Das wollten wir ändern; nicht zuletzt, um dem statusmäßigen Auseinanderdriften zwischen universitären Arbeitsfeldern und der ethnologischen Praxis etwas entgegenzusetzen. Wird die Zahl der Hochschulabsolvent*innen in Relation zu den deutschlandweit rund 50 Professuren und 30 Museen gesetzt, wird schnell klar, dass dort ein Großteil der Ethnolog*innen beruflich nicht dauerhaft Fuß fasst.

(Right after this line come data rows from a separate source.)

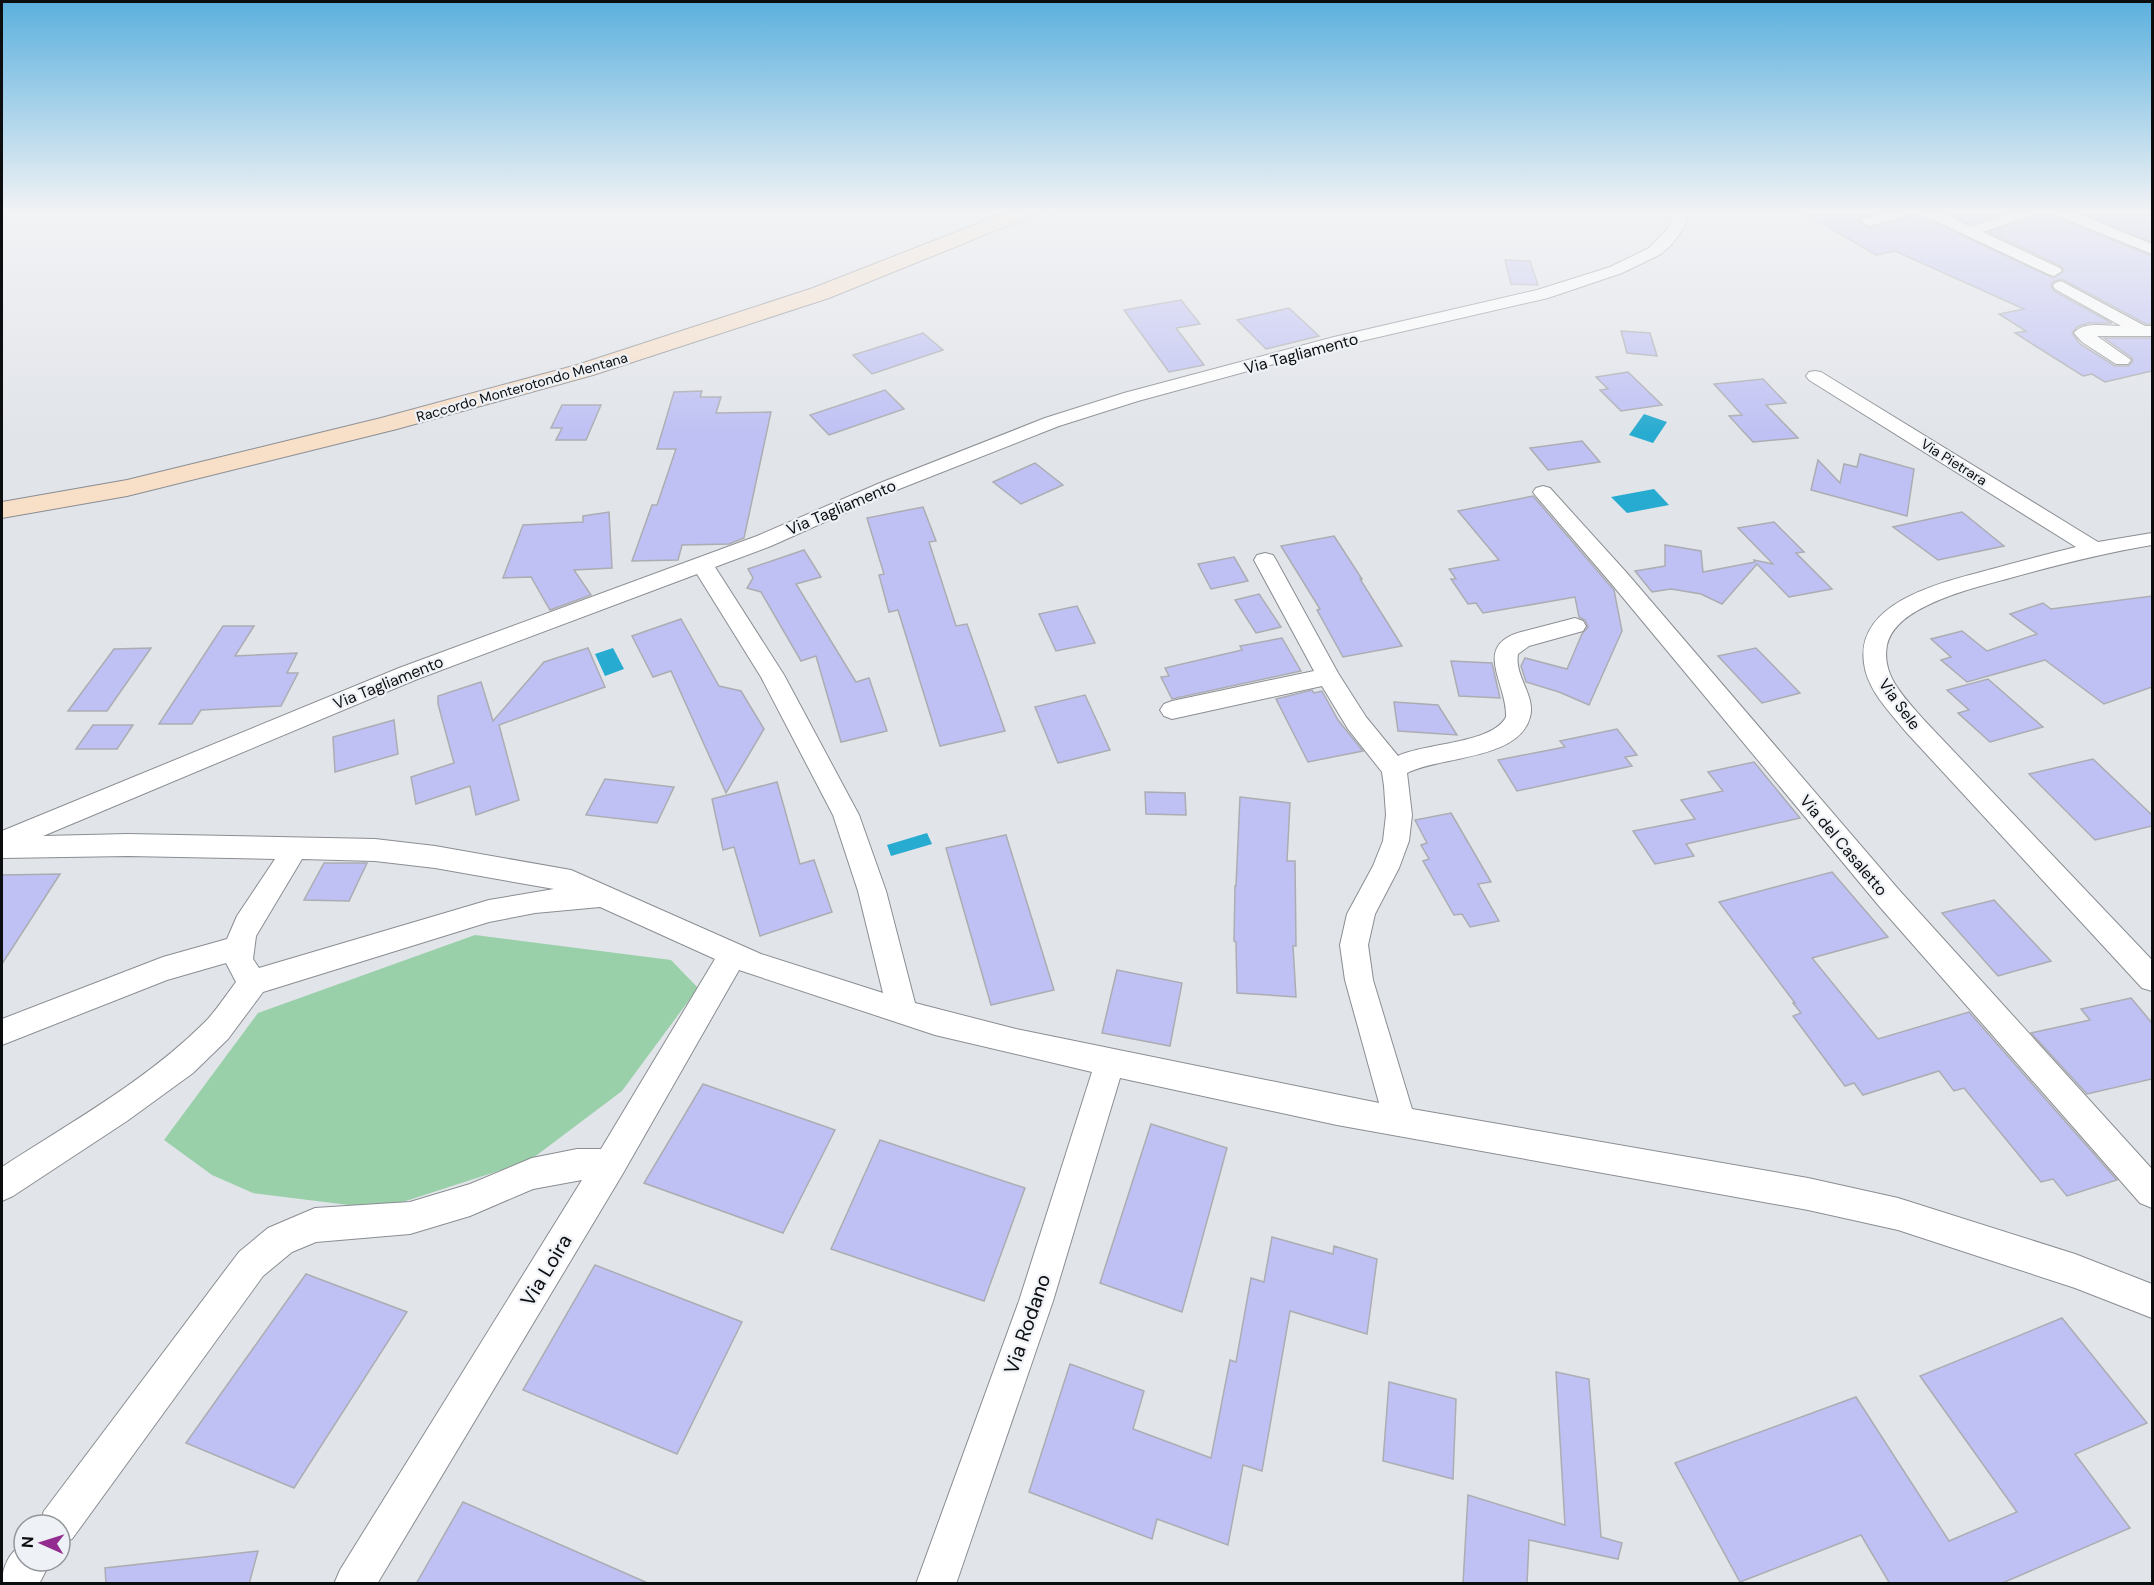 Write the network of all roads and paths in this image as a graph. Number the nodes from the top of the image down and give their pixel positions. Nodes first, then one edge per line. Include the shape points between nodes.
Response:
1 (841, 285) edge
2 (1570, 285) edge
3 (2070, 285) edge
4 (2147, 331) edge
5 (2122, 360) dead end
6 (1815, 376) dead end
7 (1543, 492) dead end
8 (2, 510) edge
9 (2152, 539) edge
10 (2092, 548) junction
11 (1265, 560) dead end
12 (702, 564) junction
13 (1575, 626) dead end
14 (1328, 676) junction
15 (1173, 710) dead end
16 (1394, 770) junction
17 (2, 842) edge
18 (2, 847) edge
19 (294, 847) junction
20 (604, 896) junction
21 (238, 948) junction
22 (733, 955) junction
23 (2152, 979) edge
24 (253, 982) junction
25 (903, 1011) junction
26 (2, 1032) edge
27 (1110, 1062) junction
28 (1400, 1121) junction
29 (611, 1164) junction
30 (2, 1185) edge
31 (2152, 1192) edge
32 (2152, 1301) edge
33 (67, 1513) edge
34 (354, 1584) edge
35 (936, 1584) edge

1 - 8 main road, Raccordo Monterotondo Mentana via 577,372 388,424 127,488
2 - 12 street, Via Tagliamento via 1340,341 1076,413
3 - 4 street
4 - 5 street via 2083,333
6 - 10 street, Via Pietrara
7 - 31 street, Via del Casaletto via 1889,898
9 - 10 street, Via Sele
10 - 23 street, Via Sele via 1947,590 1914,604 1885,626 1874,660 1885,688 1915,726
11 - 14 street
12 - 17 street, Via Tagliamento via 407,674
12 - 25 street via 772,675 846,815 872,891
13 - 16 street via 1521,640 1507,650 1506,663 1518,709 1512,729 1488,741 1415,758
14 - 15 street
14 - 16 street via 1357,723
16 - 28 street via 1400,806 1398,837 1360,915 1355,950 1361,987
18 - 19 street
19 - 20 street via 435,857 571,881
19 - 21 street via 278,880 247,924
20 - 22 street
20 - 24 street via 489,911
21 - 24 street via 242,968
21 - 26 street via 163,969
22 - 25 street
22 - 29 street, Via Loira
24 - 30 street via 217,1030 182,1063
25 - 27 street via 1016,1042
27 - 28 street
27 - 35 street, Via Rodano via 1036,1301
28 - 32 street via 1808,1194 1898,1214 2075,1271
29 - 33 street via 577,1165 532,1174 470,1200 410,1218 315,1225 280,1240 251,1264
29 - 34 street, Via Loira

Es erschien uns an der Zeit, für die Belange von Freiberufler*innen und ihr oft nicht wertgeschätztes Engagement (zum Beispiel in der Museumsarbeit) zu veröffentlichen, eine starke Interessensvertretung zu gründen und eine digitale Heimat zu bieten.

Als Mitglied im bfe konnten sie auf ihrer Webvisitenkarte für sich werben und waren anhand genannter Kompetenzbereiche in der Suchmaske auffindbar. Weiterhin ging es uns um die öffentliche Wahrnehmung des Fachs Ethnologie und um dessen Allgemeinverständlichkeit. Uns war es ein wichtiges Anliegen zu zeigen, was Ethnolog*innen können, offene Briefe zu schreiben und uns an Tagungen und Diskussionen zu beteiligen. Das ist bis heute so geblieben.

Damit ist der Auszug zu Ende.